__Exercise goal__.
Please tally the lines in the records that include the word "Чкаловская" and answer with the bare number.

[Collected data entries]
+++

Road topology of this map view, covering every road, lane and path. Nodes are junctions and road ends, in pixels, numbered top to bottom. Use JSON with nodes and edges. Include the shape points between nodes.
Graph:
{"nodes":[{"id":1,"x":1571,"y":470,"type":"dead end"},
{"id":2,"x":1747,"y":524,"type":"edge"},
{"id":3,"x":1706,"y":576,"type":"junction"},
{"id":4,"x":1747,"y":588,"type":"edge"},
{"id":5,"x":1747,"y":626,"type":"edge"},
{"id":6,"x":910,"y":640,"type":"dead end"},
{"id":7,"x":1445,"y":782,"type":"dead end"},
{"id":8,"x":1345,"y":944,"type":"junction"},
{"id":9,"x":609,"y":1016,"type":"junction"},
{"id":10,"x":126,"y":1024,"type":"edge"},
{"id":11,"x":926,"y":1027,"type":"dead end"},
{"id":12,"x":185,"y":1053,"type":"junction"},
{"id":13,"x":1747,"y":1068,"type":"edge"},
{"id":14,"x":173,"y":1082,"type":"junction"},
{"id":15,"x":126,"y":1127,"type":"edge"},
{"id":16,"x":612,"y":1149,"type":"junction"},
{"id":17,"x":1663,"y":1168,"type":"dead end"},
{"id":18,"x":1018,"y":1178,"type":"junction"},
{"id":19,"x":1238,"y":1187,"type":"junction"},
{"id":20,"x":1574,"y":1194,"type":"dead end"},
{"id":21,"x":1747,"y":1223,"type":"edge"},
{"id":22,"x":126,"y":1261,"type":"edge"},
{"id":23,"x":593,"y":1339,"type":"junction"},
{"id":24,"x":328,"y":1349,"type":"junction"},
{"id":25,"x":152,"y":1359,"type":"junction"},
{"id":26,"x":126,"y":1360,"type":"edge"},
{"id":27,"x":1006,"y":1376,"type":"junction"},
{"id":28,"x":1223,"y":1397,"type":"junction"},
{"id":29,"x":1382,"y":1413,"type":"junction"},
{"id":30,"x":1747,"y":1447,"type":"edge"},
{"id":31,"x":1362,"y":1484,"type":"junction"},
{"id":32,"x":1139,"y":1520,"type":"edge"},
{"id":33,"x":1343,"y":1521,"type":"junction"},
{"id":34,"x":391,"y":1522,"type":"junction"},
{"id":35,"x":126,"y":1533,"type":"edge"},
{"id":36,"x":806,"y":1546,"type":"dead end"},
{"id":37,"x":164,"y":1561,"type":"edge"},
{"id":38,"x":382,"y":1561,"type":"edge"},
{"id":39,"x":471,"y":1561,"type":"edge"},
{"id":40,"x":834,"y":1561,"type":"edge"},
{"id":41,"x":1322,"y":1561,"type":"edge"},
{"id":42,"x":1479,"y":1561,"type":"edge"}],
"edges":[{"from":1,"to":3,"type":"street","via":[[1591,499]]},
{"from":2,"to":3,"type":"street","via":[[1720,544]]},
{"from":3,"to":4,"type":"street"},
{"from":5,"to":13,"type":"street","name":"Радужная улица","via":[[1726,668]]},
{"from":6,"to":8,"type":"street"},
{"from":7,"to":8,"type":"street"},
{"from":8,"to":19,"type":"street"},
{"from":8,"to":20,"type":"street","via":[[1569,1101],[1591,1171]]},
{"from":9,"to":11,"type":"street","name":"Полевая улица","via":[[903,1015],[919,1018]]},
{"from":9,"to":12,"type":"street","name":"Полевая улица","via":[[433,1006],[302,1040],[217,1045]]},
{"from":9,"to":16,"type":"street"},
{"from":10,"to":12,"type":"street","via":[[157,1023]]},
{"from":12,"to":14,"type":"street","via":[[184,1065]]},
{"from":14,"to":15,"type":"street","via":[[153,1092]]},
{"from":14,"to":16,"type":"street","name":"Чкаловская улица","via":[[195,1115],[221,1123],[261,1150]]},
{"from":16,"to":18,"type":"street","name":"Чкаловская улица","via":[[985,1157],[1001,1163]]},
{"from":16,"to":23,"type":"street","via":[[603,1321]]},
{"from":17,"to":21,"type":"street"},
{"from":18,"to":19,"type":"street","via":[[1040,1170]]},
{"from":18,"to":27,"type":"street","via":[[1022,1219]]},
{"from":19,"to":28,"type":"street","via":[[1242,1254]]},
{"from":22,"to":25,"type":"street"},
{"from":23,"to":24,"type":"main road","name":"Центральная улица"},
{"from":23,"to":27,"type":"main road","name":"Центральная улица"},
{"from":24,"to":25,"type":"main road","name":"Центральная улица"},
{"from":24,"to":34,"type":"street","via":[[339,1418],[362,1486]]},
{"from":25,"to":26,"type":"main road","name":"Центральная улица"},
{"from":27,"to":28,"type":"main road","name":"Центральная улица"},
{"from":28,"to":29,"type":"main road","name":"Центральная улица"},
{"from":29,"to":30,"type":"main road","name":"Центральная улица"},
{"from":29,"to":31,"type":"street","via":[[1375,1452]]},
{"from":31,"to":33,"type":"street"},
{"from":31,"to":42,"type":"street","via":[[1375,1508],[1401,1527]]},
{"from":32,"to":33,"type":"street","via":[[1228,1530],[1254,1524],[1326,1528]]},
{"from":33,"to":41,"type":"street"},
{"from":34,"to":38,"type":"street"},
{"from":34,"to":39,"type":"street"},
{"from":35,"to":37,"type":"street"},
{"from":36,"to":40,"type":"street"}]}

+++

__Response below__.
2